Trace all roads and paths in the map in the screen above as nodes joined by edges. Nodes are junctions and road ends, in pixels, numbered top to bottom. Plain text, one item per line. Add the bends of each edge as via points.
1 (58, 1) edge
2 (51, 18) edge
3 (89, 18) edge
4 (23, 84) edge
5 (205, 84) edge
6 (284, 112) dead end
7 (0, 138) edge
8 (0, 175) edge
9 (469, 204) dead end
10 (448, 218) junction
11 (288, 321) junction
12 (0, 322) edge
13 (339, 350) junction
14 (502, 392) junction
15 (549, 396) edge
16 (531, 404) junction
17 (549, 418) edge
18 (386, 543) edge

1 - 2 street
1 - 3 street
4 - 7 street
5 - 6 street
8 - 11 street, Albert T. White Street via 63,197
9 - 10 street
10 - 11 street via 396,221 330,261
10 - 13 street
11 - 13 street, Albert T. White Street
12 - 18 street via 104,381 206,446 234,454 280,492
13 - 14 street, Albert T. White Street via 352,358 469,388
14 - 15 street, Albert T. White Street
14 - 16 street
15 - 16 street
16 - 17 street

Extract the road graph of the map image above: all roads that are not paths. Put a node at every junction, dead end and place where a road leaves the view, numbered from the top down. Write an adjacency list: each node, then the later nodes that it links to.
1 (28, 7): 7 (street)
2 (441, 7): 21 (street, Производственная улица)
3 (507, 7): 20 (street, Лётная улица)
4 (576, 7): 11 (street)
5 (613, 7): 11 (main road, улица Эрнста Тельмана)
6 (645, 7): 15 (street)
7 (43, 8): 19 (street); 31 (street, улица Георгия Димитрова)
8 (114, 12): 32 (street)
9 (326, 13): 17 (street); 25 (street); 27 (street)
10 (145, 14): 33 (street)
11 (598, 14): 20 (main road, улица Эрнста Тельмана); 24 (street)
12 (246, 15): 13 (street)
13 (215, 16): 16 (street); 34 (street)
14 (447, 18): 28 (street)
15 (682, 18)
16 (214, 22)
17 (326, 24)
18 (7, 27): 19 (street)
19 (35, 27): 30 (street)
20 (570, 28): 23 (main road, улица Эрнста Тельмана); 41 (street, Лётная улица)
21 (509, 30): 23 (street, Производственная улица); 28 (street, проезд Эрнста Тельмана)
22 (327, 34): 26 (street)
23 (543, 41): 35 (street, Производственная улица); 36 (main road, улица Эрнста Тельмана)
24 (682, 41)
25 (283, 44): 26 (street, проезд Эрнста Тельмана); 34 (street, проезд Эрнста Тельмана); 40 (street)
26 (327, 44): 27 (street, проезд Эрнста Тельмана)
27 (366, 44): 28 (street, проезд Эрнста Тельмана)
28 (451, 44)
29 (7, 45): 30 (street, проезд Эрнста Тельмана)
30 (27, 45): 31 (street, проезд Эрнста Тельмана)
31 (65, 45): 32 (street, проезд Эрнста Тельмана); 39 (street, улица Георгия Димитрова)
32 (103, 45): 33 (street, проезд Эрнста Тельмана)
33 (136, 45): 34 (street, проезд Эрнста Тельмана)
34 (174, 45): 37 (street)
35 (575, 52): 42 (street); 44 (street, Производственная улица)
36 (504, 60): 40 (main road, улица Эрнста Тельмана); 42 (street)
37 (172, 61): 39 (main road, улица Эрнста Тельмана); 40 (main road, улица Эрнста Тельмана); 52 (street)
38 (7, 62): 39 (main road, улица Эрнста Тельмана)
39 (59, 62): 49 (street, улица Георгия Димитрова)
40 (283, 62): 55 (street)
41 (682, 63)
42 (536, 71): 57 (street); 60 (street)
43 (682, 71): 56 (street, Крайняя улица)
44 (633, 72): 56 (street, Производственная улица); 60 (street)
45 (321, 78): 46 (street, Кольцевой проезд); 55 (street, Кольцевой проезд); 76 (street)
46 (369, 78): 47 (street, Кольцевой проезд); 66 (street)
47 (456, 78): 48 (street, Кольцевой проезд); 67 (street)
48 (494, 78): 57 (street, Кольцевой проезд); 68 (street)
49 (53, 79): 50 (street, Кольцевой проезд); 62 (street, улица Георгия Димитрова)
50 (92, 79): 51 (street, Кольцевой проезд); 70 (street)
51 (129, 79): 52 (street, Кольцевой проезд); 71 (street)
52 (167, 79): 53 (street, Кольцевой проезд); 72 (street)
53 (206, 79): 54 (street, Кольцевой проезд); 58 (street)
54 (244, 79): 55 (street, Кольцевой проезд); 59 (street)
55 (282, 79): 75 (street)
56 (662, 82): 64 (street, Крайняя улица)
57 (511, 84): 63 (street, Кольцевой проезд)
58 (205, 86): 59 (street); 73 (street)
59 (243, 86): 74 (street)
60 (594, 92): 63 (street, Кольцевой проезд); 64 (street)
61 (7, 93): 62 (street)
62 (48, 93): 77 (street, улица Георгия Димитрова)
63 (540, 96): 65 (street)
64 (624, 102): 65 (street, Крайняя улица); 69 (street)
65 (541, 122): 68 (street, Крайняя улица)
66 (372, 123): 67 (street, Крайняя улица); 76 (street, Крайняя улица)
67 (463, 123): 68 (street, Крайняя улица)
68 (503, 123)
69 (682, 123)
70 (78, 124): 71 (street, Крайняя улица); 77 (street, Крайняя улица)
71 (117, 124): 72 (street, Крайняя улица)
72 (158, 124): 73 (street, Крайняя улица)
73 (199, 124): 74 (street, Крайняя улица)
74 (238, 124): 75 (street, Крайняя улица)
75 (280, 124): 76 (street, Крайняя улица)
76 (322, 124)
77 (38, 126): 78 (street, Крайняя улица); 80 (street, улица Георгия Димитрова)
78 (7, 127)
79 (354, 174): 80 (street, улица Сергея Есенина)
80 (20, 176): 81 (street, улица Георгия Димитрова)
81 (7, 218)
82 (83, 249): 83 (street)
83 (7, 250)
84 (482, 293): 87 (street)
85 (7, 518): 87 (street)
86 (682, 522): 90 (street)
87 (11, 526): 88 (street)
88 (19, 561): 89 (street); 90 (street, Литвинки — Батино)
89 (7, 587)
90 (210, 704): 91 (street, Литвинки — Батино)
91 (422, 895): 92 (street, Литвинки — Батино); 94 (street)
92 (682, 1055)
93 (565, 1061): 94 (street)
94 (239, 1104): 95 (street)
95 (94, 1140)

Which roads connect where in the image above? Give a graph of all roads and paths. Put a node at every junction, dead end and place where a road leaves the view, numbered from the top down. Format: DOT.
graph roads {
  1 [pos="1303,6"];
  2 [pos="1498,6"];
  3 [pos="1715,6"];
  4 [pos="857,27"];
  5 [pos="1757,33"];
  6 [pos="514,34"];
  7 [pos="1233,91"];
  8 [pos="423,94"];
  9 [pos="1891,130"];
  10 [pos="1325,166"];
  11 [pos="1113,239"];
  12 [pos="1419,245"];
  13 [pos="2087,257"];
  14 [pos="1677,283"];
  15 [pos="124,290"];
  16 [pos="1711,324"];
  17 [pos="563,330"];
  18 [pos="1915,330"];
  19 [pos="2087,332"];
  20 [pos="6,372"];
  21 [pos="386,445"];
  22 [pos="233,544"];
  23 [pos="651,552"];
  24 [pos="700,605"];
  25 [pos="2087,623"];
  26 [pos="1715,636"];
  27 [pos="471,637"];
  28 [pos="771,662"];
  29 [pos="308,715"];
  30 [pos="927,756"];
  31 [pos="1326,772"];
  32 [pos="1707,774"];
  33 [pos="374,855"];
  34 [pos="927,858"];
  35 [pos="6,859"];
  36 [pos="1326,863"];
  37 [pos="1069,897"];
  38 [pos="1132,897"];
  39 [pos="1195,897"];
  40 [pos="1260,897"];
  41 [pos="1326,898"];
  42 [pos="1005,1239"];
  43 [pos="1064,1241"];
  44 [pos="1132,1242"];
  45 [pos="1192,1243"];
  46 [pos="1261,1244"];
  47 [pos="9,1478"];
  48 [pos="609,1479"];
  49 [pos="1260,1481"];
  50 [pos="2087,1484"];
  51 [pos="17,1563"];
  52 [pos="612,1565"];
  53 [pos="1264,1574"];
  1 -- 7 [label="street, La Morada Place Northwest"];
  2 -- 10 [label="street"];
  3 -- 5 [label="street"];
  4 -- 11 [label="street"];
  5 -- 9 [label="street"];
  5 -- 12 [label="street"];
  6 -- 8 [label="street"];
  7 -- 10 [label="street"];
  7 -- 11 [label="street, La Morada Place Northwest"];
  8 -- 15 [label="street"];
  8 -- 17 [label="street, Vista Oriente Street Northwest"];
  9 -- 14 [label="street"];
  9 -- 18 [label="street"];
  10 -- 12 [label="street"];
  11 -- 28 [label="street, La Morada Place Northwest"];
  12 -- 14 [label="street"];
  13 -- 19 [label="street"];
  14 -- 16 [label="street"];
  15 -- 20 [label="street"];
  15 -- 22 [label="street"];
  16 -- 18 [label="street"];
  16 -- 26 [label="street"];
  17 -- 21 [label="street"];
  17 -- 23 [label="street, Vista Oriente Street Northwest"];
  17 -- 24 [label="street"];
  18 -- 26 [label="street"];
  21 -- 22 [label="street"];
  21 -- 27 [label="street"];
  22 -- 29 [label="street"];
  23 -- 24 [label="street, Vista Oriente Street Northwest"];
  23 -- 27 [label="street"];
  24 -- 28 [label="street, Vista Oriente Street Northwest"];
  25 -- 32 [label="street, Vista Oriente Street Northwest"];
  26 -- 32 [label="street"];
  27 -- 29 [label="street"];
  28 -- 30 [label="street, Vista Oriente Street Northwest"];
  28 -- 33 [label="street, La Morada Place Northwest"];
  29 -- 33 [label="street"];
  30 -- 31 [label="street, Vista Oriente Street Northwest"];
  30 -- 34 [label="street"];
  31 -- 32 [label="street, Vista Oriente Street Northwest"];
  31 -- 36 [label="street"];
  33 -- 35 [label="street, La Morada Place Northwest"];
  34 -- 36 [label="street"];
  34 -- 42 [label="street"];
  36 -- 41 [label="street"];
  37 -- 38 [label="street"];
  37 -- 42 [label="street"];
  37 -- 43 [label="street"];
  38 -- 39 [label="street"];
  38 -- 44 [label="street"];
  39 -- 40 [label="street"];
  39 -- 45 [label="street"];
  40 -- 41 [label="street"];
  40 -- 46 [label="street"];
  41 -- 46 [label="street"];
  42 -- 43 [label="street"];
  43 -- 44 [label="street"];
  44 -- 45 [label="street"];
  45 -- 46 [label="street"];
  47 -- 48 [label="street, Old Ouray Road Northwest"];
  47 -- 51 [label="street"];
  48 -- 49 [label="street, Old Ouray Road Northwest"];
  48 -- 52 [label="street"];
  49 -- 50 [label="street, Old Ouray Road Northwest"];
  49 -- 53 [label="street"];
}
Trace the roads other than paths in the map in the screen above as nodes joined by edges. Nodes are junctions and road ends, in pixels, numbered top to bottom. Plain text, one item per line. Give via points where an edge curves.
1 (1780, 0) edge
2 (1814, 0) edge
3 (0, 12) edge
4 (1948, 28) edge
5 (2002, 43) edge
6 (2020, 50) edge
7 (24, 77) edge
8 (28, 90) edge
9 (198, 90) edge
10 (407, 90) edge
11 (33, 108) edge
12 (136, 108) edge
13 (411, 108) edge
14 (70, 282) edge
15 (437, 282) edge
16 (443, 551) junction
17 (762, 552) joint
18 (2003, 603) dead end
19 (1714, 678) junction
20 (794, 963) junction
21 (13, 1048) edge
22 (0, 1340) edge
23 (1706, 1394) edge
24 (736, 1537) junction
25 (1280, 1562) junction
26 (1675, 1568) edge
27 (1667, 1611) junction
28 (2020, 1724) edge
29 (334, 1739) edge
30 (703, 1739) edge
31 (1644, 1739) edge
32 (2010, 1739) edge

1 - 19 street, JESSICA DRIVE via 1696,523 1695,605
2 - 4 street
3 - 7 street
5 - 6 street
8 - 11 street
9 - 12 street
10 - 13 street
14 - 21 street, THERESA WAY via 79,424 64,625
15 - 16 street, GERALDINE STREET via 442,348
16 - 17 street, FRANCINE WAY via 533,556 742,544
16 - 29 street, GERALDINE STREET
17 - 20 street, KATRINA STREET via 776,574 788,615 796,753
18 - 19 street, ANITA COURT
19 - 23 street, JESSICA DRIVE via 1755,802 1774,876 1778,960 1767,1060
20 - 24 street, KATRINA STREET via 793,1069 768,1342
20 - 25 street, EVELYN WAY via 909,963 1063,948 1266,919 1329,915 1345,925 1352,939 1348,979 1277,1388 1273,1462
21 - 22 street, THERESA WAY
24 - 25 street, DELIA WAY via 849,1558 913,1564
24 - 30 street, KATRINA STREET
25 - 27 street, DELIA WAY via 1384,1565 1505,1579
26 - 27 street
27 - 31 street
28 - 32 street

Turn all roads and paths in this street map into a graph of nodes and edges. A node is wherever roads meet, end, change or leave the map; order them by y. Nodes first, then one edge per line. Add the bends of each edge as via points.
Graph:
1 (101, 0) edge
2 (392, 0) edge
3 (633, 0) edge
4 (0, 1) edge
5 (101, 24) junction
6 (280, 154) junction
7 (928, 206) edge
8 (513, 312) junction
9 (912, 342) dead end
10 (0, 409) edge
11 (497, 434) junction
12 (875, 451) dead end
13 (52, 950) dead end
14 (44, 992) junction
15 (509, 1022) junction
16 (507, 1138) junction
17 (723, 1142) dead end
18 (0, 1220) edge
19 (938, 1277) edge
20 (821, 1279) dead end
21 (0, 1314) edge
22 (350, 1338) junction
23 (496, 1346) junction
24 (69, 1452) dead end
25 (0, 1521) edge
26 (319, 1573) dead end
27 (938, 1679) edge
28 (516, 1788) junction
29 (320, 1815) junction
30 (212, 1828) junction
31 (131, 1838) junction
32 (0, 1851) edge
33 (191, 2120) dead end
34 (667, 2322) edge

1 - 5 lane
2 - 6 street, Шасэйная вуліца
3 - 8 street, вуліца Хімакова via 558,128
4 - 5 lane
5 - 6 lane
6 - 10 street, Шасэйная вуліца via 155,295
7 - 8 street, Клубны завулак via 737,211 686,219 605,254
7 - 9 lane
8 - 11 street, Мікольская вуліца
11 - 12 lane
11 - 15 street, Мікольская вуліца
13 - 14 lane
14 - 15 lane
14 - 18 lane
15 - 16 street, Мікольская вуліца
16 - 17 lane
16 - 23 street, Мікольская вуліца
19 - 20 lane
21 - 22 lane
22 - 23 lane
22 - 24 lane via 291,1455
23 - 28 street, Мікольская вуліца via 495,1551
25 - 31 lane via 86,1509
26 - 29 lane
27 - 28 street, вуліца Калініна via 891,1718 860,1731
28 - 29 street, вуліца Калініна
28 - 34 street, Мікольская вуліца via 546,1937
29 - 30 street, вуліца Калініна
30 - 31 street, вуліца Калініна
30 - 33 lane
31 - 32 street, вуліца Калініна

+===+

:: Task objective ::
Copy whichever lines in the listing above hold "Кольцевой".

:: Response to the task ::
45 (321, 78): 46 (street, Кольцевой проезд); 55 (street, Кольцевой проезд); 76 (street)
46 (369, 78): 47 (street, Кольцевой проезд); 66 (street)
47 (456, 78): 48 (street, Кольцевой проезд); 67 (street)
48 (494, 78): 57 (street, Кольцевой проезд); 68 (street)
49 (53, 79): 50 (street, Кольцевой проезд); 62 (street, улица Георгия Димитрова)
50 (92, 79): 51 (street, Кольцевой проезд); 70 (street)
51 (129, 79): 52 (street, Кольцевой проезд); 71 (street)
52 (167, 79): 53 (street, Кольцевой проезд); 72 (street)
53 (206, 79): 54 (street, Кольцевой проезд); 58 (street)
54 (244, 79): 55 (street, Кольцевой проезд); 59 (street)
57 (511, 84): 63 (street, Кольцевой проезд)
60 (594, 92): 63 (street, Кольцевой проезд); 64 (street)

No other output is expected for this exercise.